▶ Description of the task: Output the first line below and each one after it, exactly, up to and including the line holding "index dip: (314, 178)". Pictures should not be copied.

▶ Information provided:

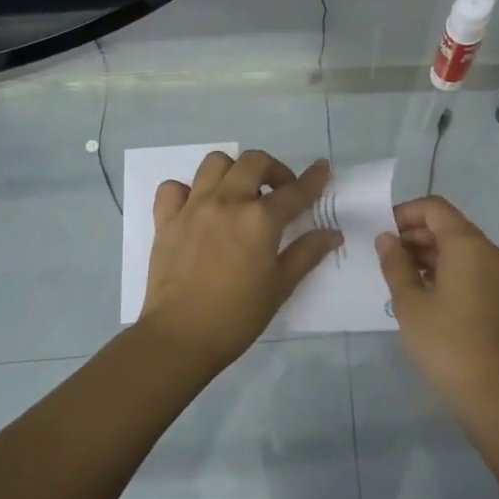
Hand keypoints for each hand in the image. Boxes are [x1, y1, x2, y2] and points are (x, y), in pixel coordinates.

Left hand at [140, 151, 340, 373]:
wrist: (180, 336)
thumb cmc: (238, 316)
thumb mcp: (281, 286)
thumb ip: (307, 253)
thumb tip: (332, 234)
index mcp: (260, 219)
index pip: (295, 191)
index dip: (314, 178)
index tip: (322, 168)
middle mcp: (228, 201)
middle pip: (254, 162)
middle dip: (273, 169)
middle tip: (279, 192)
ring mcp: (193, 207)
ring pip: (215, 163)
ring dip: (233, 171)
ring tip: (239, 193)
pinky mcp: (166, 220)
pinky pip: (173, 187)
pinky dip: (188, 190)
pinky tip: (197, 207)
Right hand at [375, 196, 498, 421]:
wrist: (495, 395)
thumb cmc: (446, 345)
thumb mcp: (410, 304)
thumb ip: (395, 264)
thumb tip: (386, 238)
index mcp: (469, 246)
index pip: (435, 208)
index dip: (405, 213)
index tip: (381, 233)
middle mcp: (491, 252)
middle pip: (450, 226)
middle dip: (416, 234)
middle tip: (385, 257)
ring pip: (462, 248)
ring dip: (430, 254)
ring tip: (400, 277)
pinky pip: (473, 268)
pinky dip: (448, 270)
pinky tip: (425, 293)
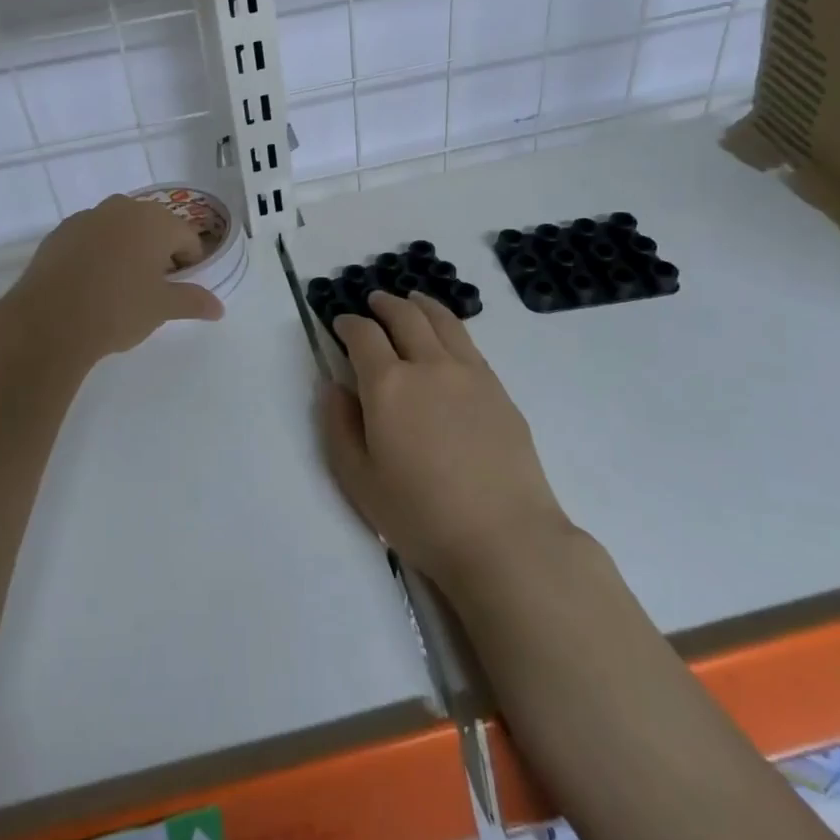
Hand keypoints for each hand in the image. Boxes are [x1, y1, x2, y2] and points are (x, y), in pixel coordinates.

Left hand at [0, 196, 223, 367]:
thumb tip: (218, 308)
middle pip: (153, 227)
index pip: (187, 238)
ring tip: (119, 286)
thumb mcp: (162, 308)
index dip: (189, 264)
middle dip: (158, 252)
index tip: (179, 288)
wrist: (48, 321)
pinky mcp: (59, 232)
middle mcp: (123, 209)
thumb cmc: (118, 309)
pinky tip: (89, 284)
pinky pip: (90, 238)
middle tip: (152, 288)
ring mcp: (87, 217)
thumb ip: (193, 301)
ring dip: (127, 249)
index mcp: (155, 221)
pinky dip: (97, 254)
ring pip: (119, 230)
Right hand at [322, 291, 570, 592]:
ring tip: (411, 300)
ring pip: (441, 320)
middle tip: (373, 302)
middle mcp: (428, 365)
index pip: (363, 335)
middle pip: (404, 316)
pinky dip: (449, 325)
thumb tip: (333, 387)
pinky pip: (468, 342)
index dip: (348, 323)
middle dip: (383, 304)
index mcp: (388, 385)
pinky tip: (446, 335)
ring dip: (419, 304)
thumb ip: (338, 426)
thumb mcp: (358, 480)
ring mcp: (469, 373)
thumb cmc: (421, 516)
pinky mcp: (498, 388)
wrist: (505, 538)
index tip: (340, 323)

▶ Expected answer:
Hand keypoints for each hand in the image. Boxes are [x1, y1, x2, y2] and points are (x, y), in pixel coordinates.

Left hand at [140, 151, 340, 373]:
wrist: (180, 336)
thumb cmc: (238, 316)
thumb mcp: (281, 286)
thumb ip: (307, 253)
thumb tip: (332, 234)
index mcp: (260, 219)
index pip: (295, 191)
index dip: (314, 178)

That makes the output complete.